The movie makes you feel you are “in the room” with the terrifying police torture and executions. You feel the naked and intentional cruelty, the bitter unfairness, the vicious white supremacist culture of the enforcers of this system. The power of this movie is what it made me feel about how wrong this is, what a basic violation of the humanity of Black people, how unjust, how much suffering it causes. It filled me with fury, at the same time I was crying for the pain this caused to the victims and their families in Detroit but also the thousands and thousands across the U.S. in the decades since.

There is no justice in this movie just like there is none in real life in the IN-justice system of the white supremacist USA, a capitalist-imperialist system where the oppression of Black people is built into its foundation since slavery days. In Detroit the murdering cops actually get put on trial in the context of the outrage and rebellion of Black people across the country. But the movie shows how the victims and witnesses against the police were treated like THEY were on trial and abused and criminalized in court and how this resulted in the all-white jury setting the murdering police free. There is a great scene where people in the courtroom call this out and stand up against this, but in the end the fucking pigs still get off. As I watched this my blood was boiling, I kept thinking over and over how true are the words of Bob Avakian in BAsics 1:24:

The role of the police is not to serve and protect the people. It is to serve and protect the system that rules over the people.
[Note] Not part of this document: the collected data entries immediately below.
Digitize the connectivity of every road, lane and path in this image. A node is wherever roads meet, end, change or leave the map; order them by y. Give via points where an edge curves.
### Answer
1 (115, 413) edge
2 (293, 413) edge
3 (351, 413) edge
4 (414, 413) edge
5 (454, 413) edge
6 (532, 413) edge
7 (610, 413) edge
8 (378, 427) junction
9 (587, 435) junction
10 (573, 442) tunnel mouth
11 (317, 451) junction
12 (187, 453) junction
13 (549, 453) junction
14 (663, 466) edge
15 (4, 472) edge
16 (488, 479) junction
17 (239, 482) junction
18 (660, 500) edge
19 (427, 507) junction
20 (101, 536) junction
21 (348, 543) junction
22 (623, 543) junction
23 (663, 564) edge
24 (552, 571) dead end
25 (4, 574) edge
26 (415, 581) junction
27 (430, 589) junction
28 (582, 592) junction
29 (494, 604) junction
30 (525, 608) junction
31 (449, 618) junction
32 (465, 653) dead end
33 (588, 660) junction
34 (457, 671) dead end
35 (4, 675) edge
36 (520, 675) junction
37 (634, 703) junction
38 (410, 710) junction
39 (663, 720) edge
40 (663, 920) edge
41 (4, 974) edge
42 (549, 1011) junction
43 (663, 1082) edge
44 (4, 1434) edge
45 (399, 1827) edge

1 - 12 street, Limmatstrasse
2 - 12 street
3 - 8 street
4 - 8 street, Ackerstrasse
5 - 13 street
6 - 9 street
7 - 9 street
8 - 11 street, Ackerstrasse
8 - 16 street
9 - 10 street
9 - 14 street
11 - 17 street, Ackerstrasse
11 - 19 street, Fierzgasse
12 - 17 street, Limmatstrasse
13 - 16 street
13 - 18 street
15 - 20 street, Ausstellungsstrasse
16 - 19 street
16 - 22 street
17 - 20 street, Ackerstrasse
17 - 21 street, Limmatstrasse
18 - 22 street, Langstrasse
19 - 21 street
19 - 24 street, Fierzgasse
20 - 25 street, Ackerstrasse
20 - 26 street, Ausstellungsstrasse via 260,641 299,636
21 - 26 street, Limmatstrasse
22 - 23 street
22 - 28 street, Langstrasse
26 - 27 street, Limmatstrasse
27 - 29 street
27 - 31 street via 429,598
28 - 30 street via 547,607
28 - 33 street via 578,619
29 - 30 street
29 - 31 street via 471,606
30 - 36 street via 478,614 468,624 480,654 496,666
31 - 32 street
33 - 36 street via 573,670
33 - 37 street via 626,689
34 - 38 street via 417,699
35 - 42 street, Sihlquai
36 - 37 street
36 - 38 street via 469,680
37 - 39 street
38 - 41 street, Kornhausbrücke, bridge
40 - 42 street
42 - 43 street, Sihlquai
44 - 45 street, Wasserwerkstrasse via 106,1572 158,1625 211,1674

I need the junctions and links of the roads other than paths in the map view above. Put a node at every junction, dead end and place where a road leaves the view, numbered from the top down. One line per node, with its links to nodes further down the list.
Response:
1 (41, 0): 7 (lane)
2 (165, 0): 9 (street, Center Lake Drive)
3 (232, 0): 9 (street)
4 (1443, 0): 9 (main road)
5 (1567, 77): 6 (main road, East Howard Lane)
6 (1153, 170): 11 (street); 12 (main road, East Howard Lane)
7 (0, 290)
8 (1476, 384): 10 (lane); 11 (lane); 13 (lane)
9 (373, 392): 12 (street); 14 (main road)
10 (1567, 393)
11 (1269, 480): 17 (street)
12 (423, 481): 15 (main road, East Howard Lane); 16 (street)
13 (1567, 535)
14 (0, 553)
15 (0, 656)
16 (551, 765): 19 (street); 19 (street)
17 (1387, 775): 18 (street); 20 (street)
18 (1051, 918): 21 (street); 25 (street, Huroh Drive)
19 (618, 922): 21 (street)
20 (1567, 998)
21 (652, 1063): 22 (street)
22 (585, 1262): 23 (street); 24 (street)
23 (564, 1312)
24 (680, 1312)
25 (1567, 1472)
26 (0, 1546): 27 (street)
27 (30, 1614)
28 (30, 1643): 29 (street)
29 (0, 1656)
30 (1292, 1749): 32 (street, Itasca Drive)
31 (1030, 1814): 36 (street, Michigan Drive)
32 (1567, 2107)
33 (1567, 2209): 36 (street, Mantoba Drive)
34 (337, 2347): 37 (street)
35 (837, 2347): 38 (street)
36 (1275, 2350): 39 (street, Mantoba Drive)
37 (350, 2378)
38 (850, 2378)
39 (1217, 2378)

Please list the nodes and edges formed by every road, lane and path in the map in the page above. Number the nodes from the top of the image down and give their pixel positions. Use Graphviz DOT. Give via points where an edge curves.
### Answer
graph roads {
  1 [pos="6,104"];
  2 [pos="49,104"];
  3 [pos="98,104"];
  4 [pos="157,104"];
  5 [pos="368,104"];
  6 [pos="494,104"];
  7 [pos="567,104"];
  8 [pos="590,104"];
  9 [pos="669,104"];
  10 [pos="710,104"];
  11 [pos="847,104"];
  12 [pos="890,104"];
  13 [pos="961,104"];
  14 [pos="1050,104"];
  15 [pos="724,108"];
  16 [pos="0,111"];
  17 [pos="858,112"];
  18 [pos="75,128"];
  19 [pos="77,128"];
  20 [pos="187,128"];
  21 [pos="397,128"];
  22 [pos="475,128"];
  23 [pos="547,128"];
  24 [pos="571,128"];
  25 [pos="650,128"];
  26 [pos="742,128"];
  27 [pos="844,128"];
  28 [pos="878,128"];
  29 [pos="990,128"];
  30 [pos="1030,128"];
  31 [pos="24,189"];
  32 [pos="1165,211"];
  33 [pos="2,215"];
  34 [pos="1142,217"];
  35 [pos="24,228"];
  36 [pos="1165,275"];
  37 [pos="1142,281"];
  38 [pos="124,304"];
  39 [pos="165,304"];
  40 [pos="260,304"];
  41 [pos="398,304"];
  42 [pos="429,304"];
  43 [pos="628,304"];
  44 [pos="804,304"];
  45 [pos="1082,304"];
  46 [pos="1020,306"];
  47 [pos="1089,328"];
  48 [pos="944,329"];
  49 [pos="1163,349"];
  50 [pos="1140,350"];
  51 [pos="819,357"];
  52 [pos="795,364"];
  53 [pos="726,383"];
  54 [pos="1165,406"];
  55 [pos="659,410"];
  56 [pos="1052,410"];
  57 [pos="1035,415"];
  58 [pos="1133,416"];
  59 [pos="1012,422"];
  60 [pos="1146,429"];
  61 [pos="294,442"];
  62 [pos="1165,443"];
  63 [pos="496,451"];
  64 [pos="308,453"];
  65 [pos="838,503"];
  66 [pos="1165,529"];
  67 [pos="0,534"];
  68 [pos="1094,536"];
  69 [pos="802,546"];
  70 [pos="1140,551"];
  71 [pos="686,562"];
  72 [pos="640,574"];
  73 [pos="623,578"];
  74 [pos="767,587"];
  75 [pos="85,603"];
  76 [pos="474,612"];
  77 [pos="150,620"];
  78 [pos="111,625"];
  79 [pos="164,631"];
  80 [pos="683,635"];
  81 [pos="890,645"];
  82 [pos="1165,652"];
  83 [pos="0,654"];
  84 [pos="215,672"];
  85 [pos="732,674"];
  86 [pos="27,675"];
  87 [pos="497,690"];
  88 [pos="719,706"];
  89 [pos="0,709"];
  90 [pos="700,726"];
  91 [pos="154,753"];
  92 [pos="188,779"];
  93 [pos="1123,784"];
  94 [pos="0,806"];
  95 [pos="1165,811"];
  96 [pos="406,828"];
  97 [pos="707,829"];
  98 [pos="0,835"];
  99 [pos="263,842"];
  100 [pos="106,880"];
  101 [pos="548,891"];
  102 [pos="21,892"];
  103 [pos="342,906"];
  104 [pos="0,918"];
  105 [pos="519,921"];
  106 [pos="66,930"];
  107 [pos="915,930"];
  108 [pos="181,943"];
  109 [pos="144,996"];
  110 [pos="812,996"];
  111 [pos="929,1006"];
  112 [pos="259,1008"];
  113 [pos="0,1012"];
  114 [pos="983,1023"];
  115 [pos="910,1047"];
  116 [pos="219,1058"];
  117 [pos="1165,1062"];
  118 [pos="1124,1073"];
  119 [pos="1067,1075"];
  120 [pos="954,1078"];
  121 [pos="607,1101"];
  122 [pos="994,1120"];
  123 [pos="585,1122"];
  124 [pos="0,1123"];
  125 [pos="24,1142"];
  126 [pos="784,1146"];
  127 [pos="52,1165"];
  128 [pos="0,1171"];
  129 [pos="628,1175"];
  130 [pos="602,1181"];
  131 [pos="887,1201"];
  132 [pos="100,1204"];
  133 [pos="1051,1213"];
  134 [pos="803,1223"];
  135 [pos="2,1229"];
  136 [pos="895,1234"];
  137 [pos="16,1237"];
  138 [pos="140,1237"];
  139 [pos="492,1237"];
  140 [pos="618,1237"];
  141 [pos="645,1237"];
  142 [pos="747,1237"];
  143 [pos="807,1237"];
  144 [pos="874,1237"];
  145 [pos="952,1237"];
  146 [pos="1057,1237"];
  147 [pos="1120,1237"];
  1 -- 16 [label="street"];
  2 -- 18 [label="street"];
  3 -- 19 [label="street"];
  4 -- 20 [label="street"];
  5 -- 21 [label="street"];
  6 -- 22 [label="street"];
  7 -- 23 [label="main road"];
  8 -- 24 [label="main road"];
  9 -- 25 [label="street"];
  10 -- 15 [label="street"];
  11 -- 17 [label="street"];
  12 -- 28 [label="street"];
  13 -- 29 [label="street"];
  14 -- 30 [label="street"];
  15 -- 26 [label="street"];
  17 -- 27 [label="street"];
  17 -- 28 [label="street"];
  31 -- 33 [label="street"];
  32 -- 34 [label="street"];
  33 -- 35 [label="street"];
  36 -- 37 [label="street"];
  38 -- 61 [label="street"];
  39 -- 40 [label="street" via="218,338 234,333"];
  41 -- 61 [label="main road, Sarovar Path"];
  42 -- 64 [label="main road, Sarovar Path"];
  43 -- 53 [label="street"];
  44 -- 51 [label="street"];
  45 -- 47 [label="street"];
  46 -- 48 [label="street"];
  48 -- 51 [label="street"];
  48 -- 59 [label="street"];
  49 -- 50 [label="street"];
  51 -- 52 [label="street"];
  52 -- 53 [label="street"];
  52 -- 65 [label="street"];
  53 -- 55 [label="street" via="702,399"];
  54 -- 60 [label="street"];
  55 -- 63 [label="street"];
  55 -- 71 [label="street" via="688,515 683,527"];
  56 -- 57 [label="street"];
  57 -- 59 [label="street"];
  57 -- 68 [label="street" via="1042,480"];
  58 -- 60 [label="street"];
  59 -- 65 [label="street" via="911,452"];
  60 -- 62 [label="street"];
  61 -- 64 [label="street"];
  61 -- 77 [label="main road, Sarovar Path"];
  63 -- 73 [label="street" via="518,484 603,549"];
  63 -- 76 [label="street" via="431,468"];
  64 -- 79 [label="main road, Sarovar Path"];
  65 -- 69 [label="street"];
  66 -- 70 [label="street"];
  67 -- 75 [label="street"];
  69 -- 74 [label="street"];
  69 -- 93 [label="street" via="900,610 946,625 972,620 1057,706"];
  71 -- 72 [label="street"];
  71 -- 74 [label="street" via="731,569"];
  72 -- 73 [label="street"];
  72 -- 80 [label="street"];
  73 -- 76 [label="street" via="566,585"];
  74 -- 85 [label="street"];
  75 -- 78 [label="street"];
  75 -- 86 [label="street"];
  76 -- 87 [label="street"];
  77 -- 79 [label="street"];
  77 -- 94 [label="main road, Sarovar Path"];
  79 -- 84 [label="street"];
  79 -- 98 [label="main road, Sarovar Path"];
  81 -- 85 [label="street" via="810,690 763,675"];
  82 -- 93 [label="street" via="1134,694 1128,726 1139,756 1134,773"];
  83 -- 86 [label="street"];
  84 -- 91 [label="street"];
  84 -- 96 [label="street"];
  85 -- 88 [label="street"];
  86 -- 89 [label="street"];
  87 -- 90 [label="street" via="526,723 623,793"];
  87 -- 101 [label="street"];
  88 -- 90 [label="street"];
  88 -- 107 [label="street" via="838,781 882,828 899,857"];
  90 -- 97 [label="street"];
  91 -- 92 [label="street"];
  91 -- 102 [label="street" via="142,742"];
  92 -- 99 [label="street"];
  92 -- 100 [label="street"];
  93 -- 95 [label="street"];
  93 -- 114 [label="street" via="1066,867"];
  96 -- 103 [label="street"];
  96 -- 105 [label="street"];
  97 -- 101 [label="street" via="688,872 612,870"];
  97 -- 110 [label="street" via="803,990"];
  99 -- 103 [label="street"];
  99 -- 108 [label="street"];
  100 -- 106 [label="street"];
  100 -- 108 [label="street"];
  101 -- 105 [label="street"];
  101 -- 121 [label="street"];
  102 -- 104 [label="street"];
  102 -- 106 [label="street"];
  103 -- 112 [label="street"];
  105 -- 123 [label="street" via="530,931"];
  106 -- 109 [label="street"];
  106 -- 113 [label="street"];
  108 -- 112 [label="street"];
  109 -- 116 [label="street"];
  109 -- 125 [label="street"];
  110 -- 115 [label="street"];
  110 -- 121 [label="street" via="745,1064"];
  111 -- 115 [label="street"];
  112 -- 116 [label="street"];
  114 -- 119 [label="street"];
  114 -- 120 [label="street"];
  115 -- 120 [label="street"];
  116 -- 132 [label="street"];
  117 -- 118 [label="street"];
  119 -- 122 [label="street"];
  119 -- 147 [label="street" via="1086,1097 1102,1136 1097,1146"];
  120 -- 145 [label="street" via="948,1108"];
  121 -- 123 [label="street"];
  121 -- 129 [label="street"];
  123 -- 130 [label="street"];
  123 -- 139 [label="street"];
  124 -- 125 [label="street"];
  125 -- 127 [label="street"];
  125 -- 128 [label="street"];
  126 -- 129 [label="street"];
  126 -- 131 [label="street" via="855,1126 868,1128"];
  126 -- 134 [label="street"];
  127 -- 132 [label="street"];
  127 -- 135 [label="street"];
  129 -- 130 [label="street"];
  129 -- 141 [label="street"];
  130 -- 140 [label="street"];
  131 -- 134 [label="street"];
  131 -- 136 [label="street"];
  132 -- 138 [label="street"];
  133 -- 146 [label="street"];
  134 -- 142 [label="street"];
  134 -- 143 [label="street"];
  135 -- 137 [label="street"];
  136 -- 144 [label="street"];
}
To enforce the relations of exploitation and oppression, the conditions of poverty, misery and degradation into which the system has cast people and is determined to keep people in. The law and order the police are about, with all of their brutality and murder, is the law and order that enforces all this oppression and madness.

Today fascists are in power with a genocidal program which, like the police and feds in Detroit, lauds white supremacist, above-the-law, lynch-mob, officially sanctioned fascist terror. Just last week Trump made his speech to cheering cops on Long Island, calling on them to be more vicious, calling immigrants and Black people “animals” and telling the cops that he’s behind them 100 percent in brutality and murder. This is what he means by “make America great again.”

At the end I was thinking “this is the one of the truest movies I have ever seen.” That truth is ugly and bitter—it tells the truth about America that people of all nationalities need to know. And I was thinking how badly people need to know that there is a way out of this madness through total revolution and that it is actually possible to bring into being a radically better world for all of humanity where this kind of oppression never happens again to anyone. They need to know that Bob Avakian is the leader of this revolution who has forged a new framework for revolution—the new communism. And that he is leading a revolutionary communist party that is preparing now to bring down this system at the soonest possible time.

I have to say I couldn’t speak for a couple hours after the movie. But I do think there would be tremendously worthwhile to go again to the theater and after the movie is over take Revolution newspaper and the pamphlet “HOW WE CAN WIN—How We Can Really Make Revolution” and tell people “If this movie moved you to pain and anger and you feel that there is something really wrong with what this system does to Black people in 1967 and today 50 years later, and if you can’t stand it, and you want to find out about how to end this once and for all, talk to me, go to revcom.us, and find out about this revolution and its leader Bob Avakian.